那珂湊駅は築100年の風格ある駅で関東の駅百選にも選ばれている。列車を降りると駅長室がありそして出札口に向かう当時はどこにでもあった雰囲気がここにはそのまま残る。
ホームは6、7両は有に止まれる長大ホームもそのまま大事に残されている。
三木鉄道から来た車両。ミキ300-103として型式も車番も塗装もそのまま使用されている。イベント列車などに使われているようだ。
北海道(留萌鉄道)から来た車両。正面の吹雪を飛ばす旋回窓はそのまま残る。
正面に長崎の島原鉄道と同じひげ塗装をした同じく留萌鉄道から来た車両。北からきた車輌に南の鉄道の施しをしたコラボがおもしろい。
日本初のステンレス製気動車として有名、試作的に開発し、海浜に近い条件の湊線に入線した。この正面顔が駅の表示文字に入っている。今は車体だけが市民団体の保有で車両基地の端に銀色にお化粧しおかれている。
那珂湊港 駅から徒歩で10分ここはお魚市場として有名でたくさんの観光客でにぎわっていた。

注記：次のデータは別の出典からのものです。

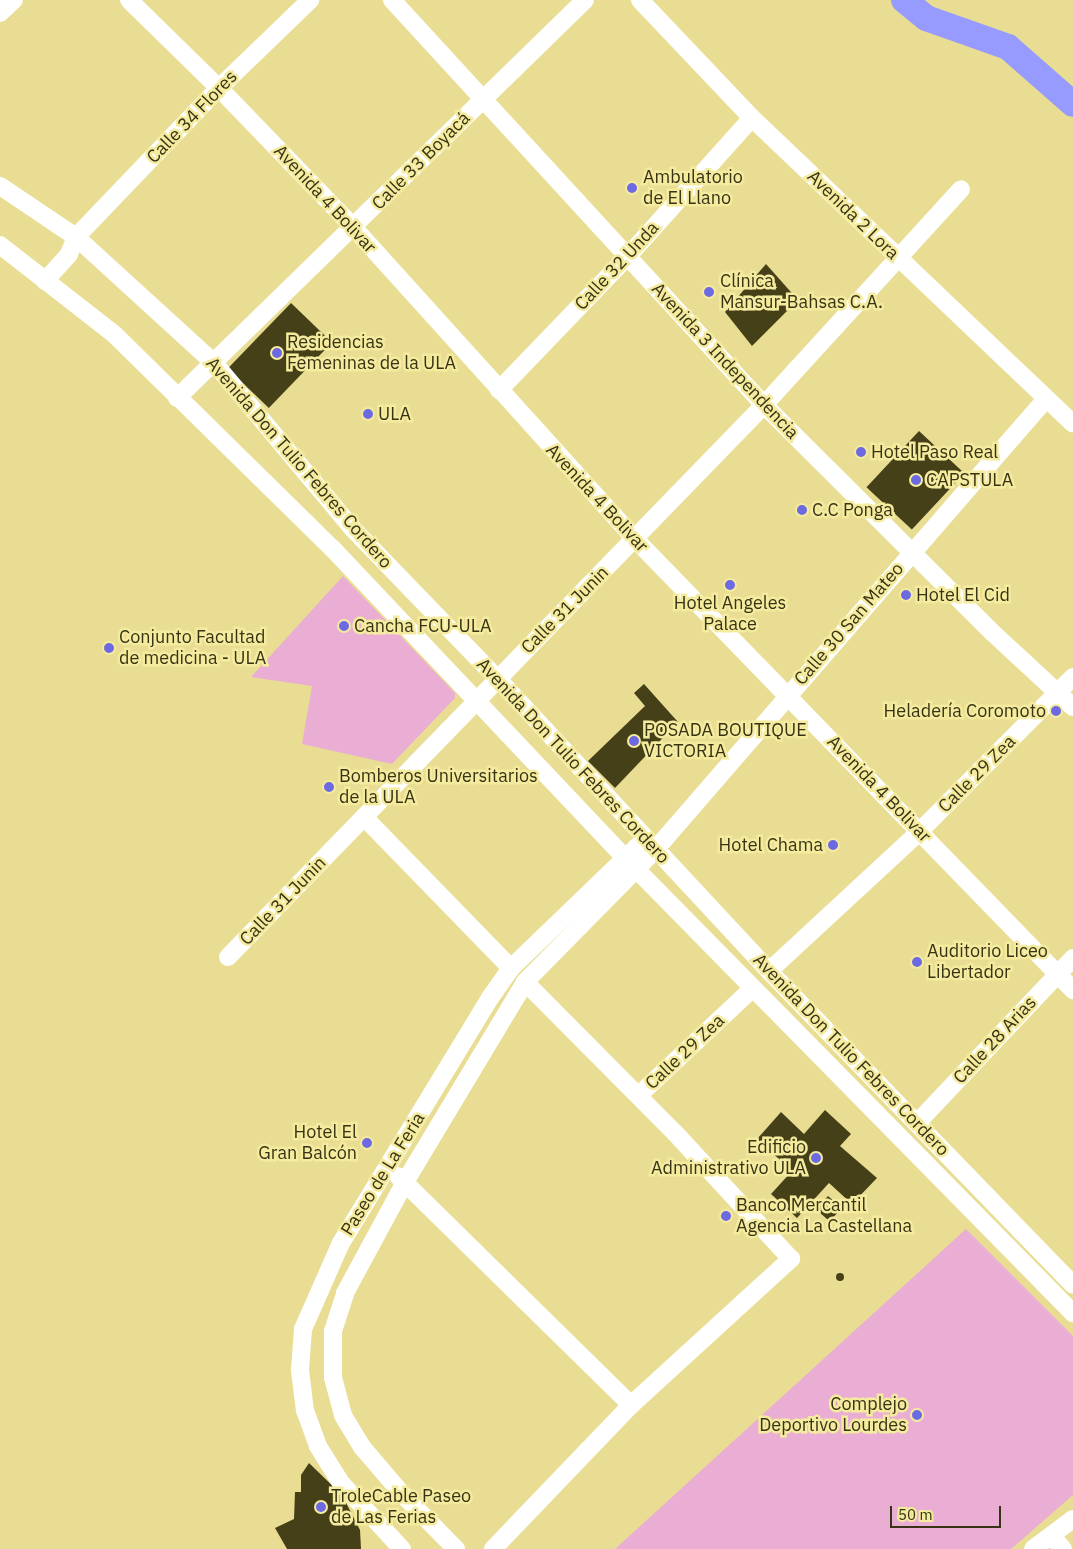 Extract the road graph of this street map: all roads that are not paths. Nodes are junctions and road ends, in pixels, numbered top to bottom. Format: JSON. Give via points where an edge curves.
{"nodes":[{"id":1,"x":14,"y":0,"type":"edge"},
{"id":2,"x":128,"y":0,"type":"edge"},
{"id":3,"x":310,"y":0,"type":"edge"},
{"id":4,"x":392,"y":0,"type":"edge"},
{"id":5,"x":585,"y":0,"type":"edge"},
{"id":6,"x":640,"y":0,"type":"edge"},
{"id":7,"x":0,"y":13,"type":"edge"},
{"id":8,"x":219,"y":88,"type":"junction"},
{"id":9,"x":484,"y":99,"type":"junction"},
{"id":10,"x":752,"y":118,"type":"junction"},
{"id":11,"x":0,"y":186,"type":"edge"},
{"id":12,"x":961,"y":189,"type":"dead end"},
{"id":13,"x":354,"y":228,"type":"junction"},
{"id":14,"x":76,"y":237,"type":"junction"},
{"id":15,"x":0,"y":245,"type":"edge"},
{"id":16,"x":629,"y":255,"type":"junction"},
{"id":17,"x":898,"y":259,"type":"junction"},
{"id":18,"x":45,"y":281,"type":"junction"},
{"id":19,"x":215,"y":364,"type":"junction"},
{"id":20,"x":499,"y":390,"type":"junction"},
{"id":21,"x":178,"y":398,"type":"junction"},
{"id":22,"x":1044,"y":400,"type":"junction"},
{"id":23,"x":764,"y":405,"type":"junction"},
{"id":24,"x":1073,"y":424,"type":"edge"},
{"id":25,"x":635,"y":539,"type":"junction"},
{"id":26,"x":911,"y":553,"type":"junction"},
{"id":27,"x":1073,"y":677,"type":"edge"},
{"id":28,"x":497,"y":678,"type":"junction"},
{"id":29,"x":787,"y":694,"type":"junction"},
{"id":30,"x":1057,"y":694,"type":"junction"},
{"id":31,"x":476,"y":702,"type":"junction"},
{"id":32,"x":1073,"y":707,"type":"edge"},
{"id":33,"x":364,"y":817,"type":"junction"},
{"id":34,"x":920,"y":832,"type":"junction"},
{"id":35,"x":650,"y":844,"type":"junction"},
{"id":36,"x":632,"y":864,"type":"junction"},
{"id":37,"x":228,"y":957,"type":"dead end"},
{"id":38,"x":1073,"y":958,"type":"edge"},
{"id":39,"x":511,"y":968,"type":"junction"},
{"id":40,"x":769,"y":971,"type":"junction"},
{"id":41,"x":1057,"y":974,"type":"junction"},
{"id":42,"x":525,"y":982,"type":"junction"},
{"id":43,"x":753,"y":988,"type":"junction"},
{"id":44,"x":1073,"y":990,"type":"edge"},
{"id":45,"x":639,"y":1095,"type":"junction"},
{"id":46,"x":917,"y":1123,"type":"junction"},
{"id":47,"x":388,"y":1168,"type":"junction"},
{"id":48,"x":405,"y":1182,"type":"junction"},
{"id":49,"x":1070,"y":1277,"type":"edge"},
{"id":50,"x":1073,"y":1313,"type":"edge"},
{"id":51,"x":631,"y":1405,"type":"junction"},
{"id":52,"x":1073,"y":1519,"type":"edge"},
{"id":53,"x":1057,"y":1542,"type":"edge"},
{"id":54,"x":402,"y":1549,"type":"edge"},
{"id":55,"x":456,"y":1549,"type":"edge"},
{"id":56,"x":494,"y":1549,"type":"edge"},
{"id":57,"x":1033,"y":1549,"type":"edge"}],
"edges":[{"from":1,"to":7,"type":"street"},
{"from":2,"to":8,"type":"street","name":"Avenida 4 Bolivar"},
{"from":3,"to":8,"type":"street","name":"Calle 34 Flores"},
{"from":4,"to":9,"type":"street","name":"Avenida 3 Independencia"},
{"from":5,"to":9,"type":"street","name":"Calle 33 Boyacá"},
{"from":6,"to":10,"type":"street","name":"Avenida 2 Lora"},
{"from":8,"to":13,"type":"street","name":"Avenida 4 Bolivar"},
{"from":8,"to":14,"type":"street","name":"Calle 34 Flores"},
{"from":9,"to":13,"type":"street","name":"Calle 33 Boyacá"},
{"from":9,"to":16,"type":"street","name":"Avenida 3 Independencia"},
{"from":10,"to":16,"type":"street","name":"Calle 32 Unda"},
{"from":10,"to":17,"type":"street","name":"Avenida 2 Lora"},
{"from":11,"to":14,"type":"street","name":"Avenida Don Tulio Febres Cordero"},
{"from":12,"to":17,"type":"street","name":"Calle 31 Junin"},
{"from":13,"to":19,"type":"street","name":"Calle 33 Boyacá"},
{"from":13,"to":20,"type":"street","name":"Avenida 4 Bolivar"},
{"from":14,"to":18,"type":"street","name":"Calle 34 Flores","via":[[69,254]]},
{"from":14,"to":19,"type":"street","name":"Avenida Don Tulio Febres Cordero"},
{"from":15,"to":18,"type":"street","name":"Avenida Don Tulio Febres Cordero"},
{"from":16,"to":20,"type":"street","name":"Calle 32 Unda"},
{"from":16,"to":23,"type":"street","name":"Avenida 3 Independencia"},
{"from":17,"to":22,"type":"street","name":"Avenida 2 Lora"},
{"from":17,"to":23,"type":"street","name":"Calle 31 Junin"},
{"from":18,"to":21,"type":"street","name":"Avenida Don Tulio Febres Cordero","via":[[115,335]]},
{"from":19,"to":21,"type":"street","name":"Calle 33 Boyacá"},
{"from":19,"to":28,"type":"street","name":"Avenida Don Tulio Febres Cordero","via":[[353,529]]},
{"from":20,"to":25,"type":"street","name":"Avenida 4 Bolivar"},
{"from":21,"to":31,"type":"street","name":"Avenida Don Tulio Febres Cordero","via":[[332,548]]},
{"from":22,"to":24,"type":"street","name":"Avenida 2 Lora"},
{"from":22,"to":26,"type":"street","name":"Calle 30 San Mateo"},
{"from":23,"to":25,"type":"street","name":"Calle 31 Junin"},
{"from":23,"to":26,"type":"street","name":"Avenida 3 Independencia"},
{"from":25,"to":28,"type":"street","name":"Calle 31 Junin"},
{"from":25,"to":29,"type":"street","name":"Avenida 4 Bolivar"},
{"from":26,"to":29,"type":"street","name":"Calle 30 San Mateo"},
{"from":26,"to":30,"type":"street","name":"Avenida 3 Independencia"},
{"from":27,"to":30,"type":"street","name":"Calle 29 Zea"},
{"from":28,"to":31,"type":"street","name":"Calle 31 Junin"},
{"from":28,"to":35,"type":"street","name":"Avenida Don Tulio Febres Cordero"},
{"from":29,"to":34,"type":"street","name":"Avenida 4 Bolivar"},
{"from":29,"to":35,"type":"street","name":"Calle 30 San Mateo"},
{"from":30,"to":32,"type":"street","name":"Avenida 3 Independencia"},
{"from":30,"to":34,"type":"street","name":"Calle 29 Zea"},
{"from":31,"to":33,"type":"street","name":"Calle 31 Junin"},
{"from":31,"to":36,"type":"street","name":"Avenida Don Tulio Febres Cordero"},
{"from":33,"to":37,"type":"street","name":"Calle 31 Junin"},
{"from":33,"to":39,"type":"street"},
{"from":34,"to":40,"type":"street","name":"Calle 29 Zea"},
{"from":34,"to":41,"type":"street","name":"Avenida 4 Bolivar"},
{"from":35,"to":36,"type":"street","name":"Calle 30 San Mateo"},
{"from":35,"to":40,"type":"street","name":"Avenida Don Tulio Febres Cordero"},
{"from":36,"to":39,"type":"street","name":"Paseo de La Feria"},
{"from":36,"to":42,"type":"street"},
{"from":36,"to":43,"type":"street","name":"Avenida Don Tulio Febres Cordero"},
{"from":38,"to":41,"type":"street","name":"Calle 28 Arias"},
{"from":39,"to":47,"type":"street","name":"Paseo de La Feria"},
{"from":40,"to":46,"type":"street","name":"Avenida Don Tulio Febres Cordero"},
{"from":41,"to":44,"type":"street","name":"Avenida 4 Bolivar"},
{"from":41,"to":46,"type":"street","name":"Calle 28 Arias"},
{"from":42,"to":45,"type":"street"},
{"from":42,"to":48,"type":"street","name":"Paseo de La Feria"},
{"from":43,"to":45,"type":"street","name":"Calle 29 Zea"},
{"from":43,"to":50,"type":"street","name":"Avenida Don Tulio Febres Cordero"},
{"from":45,"to":51,"type":"street","via":[[791,1259]]},
{"from":46,"to":49,"type":"street","name":"Avenida Don Tulio Febres Cordero"},
{"from":47,"to":48,"type":"street"},
{"from":47,"to":54,"type":"street","name":"Paseo de La Feria","via":[[340,1243],[322,1282],[303,1329],[300,1370],[305,1411],[318,1446],[340,1483]]},
{"from":48,"to":51,"type":"street"},
{"from":48,"to":55,"type":"street","name":"Paseo de La Feria","via":[[344,1293],[333,1331],[333,1377],[343,1415],[362,1447]]},
{"from":51,"to":56,"type":"street"},
{"from":52,"to":53,"type":"street"},
{"from":53,"to":57,"type":"street"}]}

広大な敷地に多数の店が並び新鮮な魚が驚くほど安値で売られていたが、ぶらり旅の自分には買うことができなかった。
殿山駅 ひたちなか市の花「ハマギク」と、「ケイトウ」が描かれている。
平磯駅 平磯海水浴場に設置されているクジラと太陽観測センターの電波望遠鏡。
磯崎駅 茨城県は全国一の干し芋の生産地、その中でもこの一体はその中心地。私自身幼児期育った静岡県も干し芋が盛んでおやつはもっぱら切り干しといってよく食べた記憶がある。聞けば茨城の干し芋は明治期に静岡より伝授されたという。

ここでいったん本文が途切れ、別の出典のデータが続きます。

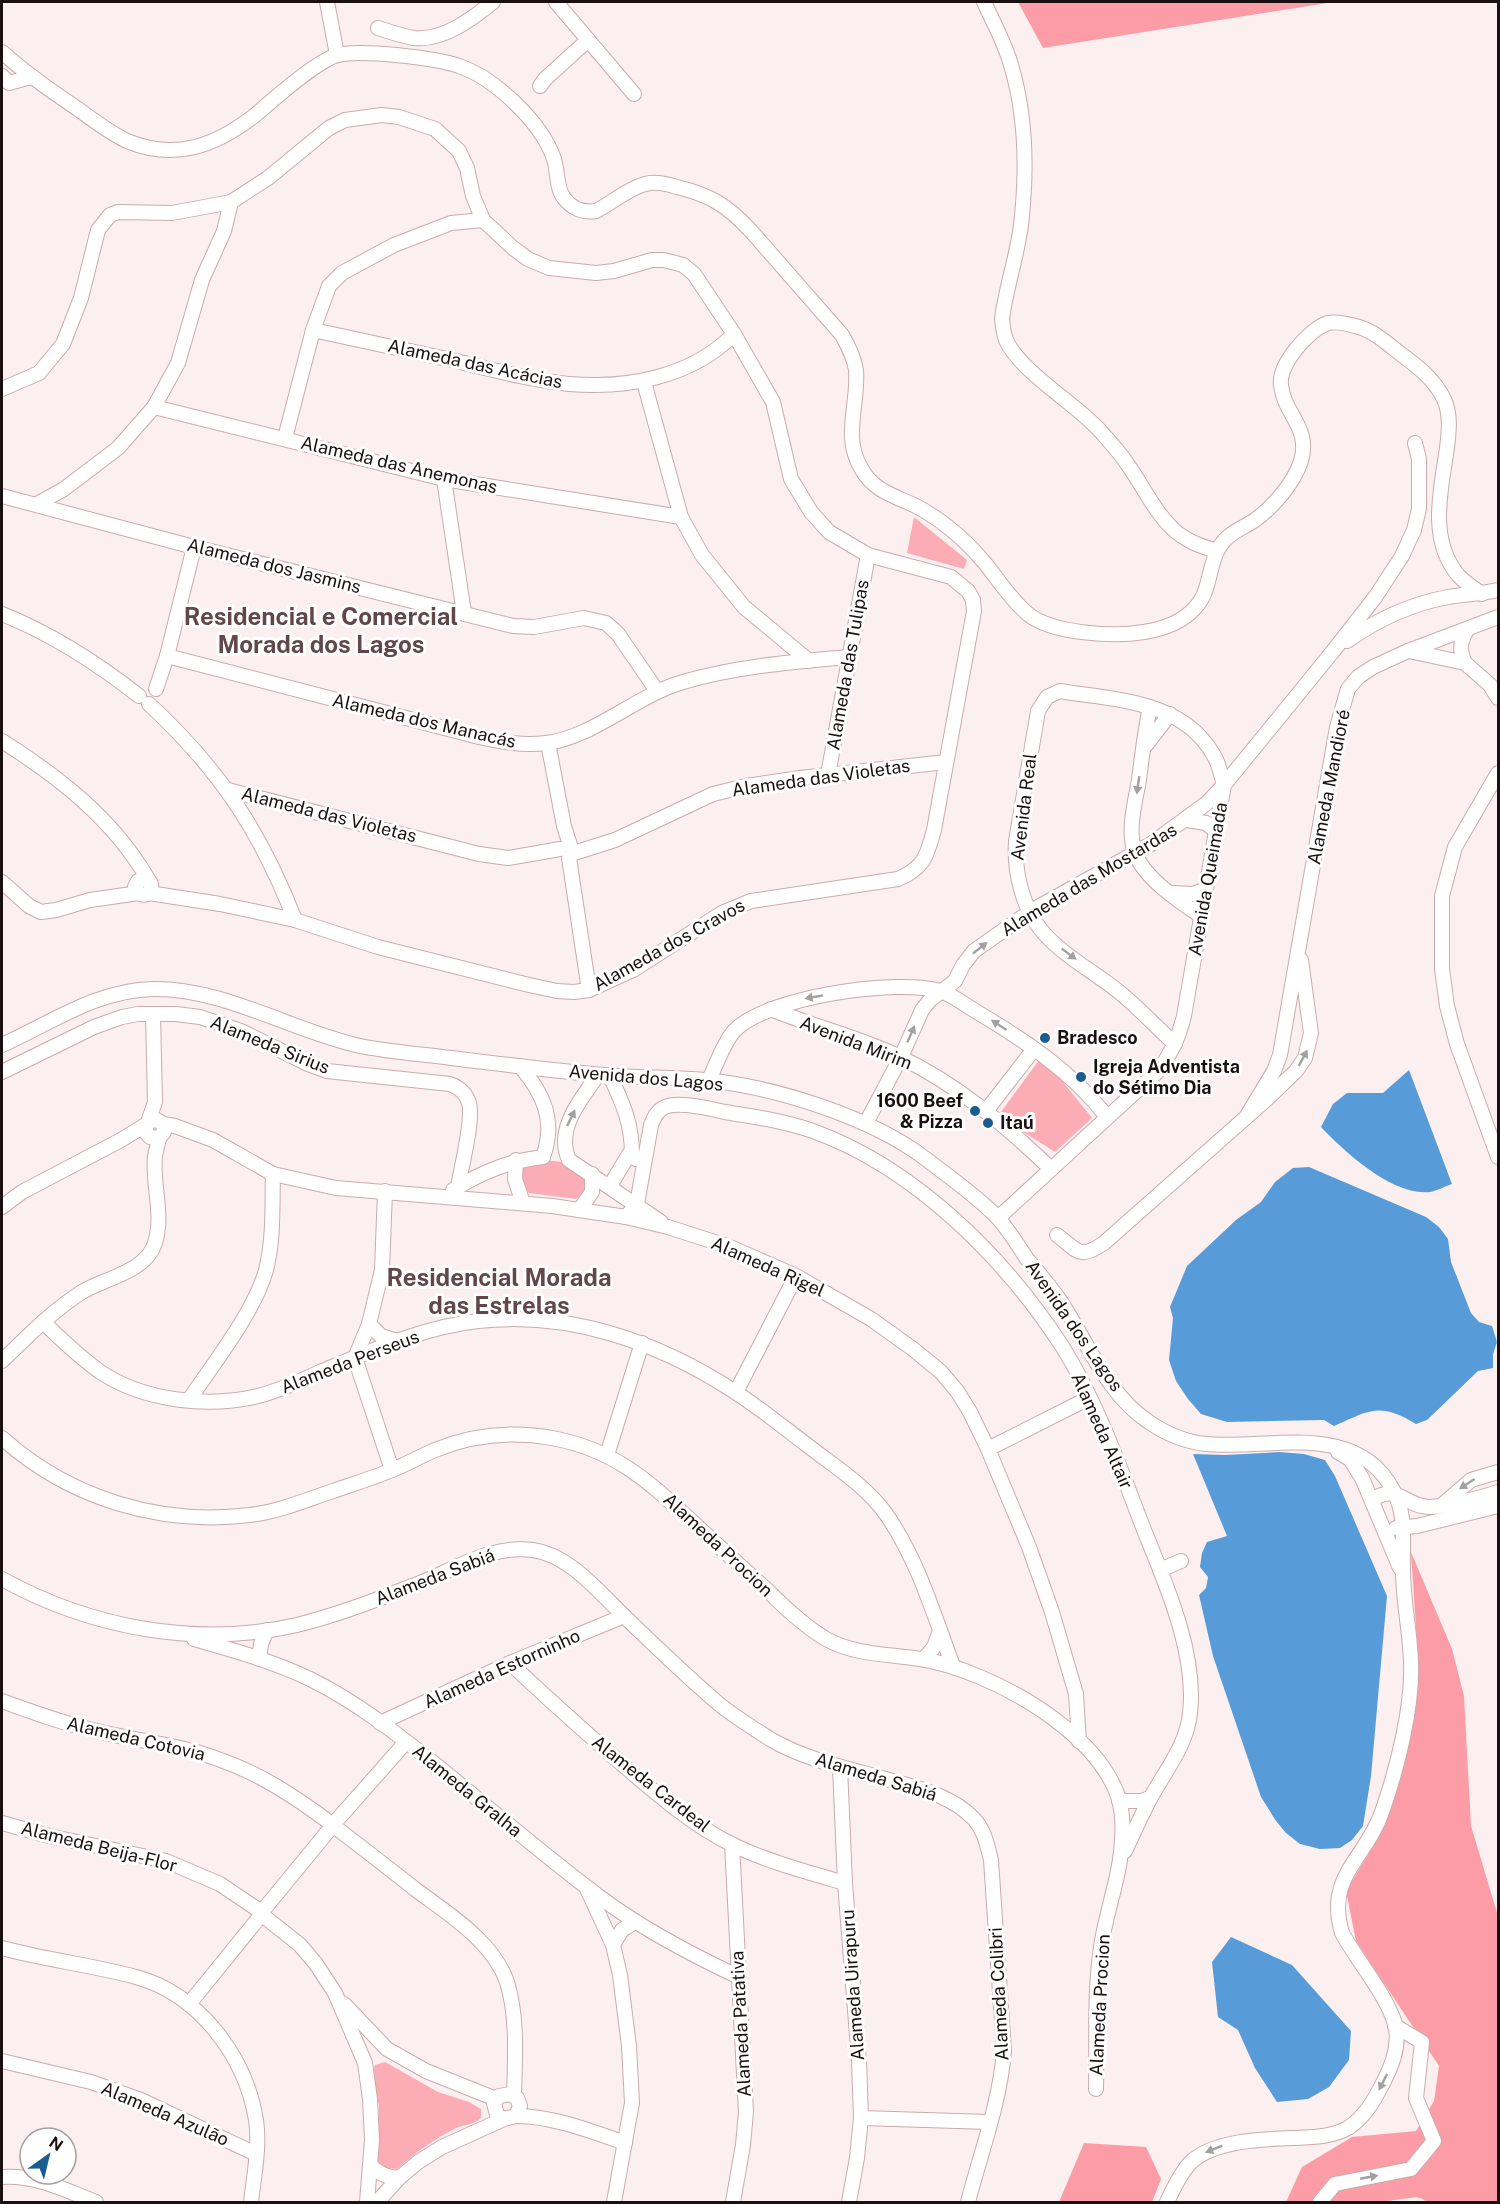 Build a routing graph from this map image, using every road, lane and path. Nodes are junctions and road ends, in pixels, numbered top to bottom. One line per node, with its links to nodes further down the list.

阿字ヶ浦駅 温泉と釣り針、海藻、あんこうが盛りだくさんに描かれている。
終着駅阿字ヶ浦駅は簡素化され無人駅となっている。昔のSL時代の給水塔が遺構のように残っている。
この車両は自社発注の新車で色も含め好ましい車両。この型式は3710型でなんと湊(ミナト)にちなみ設定された。同系が3両ある。
これも3710型の仲間だが落書きのオンパレード。海水浴客と思われる若い客がたくさん降りてきた。
阿字ヶ浦駅舎
かっては何と上野駅から直通の海水浴列車が乗り入れた。当時の長編成列車に使用された長いホームや機関車の機回り線の雰囲気がまだ残っている。さらにこの先海浜公園まで鉄道を延長する話しがあるとの事。夏シーズンに限り駅前より国営海浜公園への無料バスが設定されているが私が見た時間帯では殆ど利用する人がいなかった。しかし海水浴シーズンには道路は渋滞するようで線路延長の話もまんざらではないと思った。勝田駅はJRとの連絡線が今でもきちんとつながっていた。
この鉄道はデータでは年々利用客が減ってきてはいるがそれなりの利用客がある。古い車両を使ったイベント列車を設定したり、また民間の活性化支援も含め努力の様子が伺われマニアの関心も高い。楽しい謎解きのような駅名表示のデフォルメもそのその活動の一つ。
一方私としては本来無理に作られた盛り上がりでなく、自然体で利用される姿が好きだが、この鉄道には私の予想以上にその片鱗が伺われた思いだった。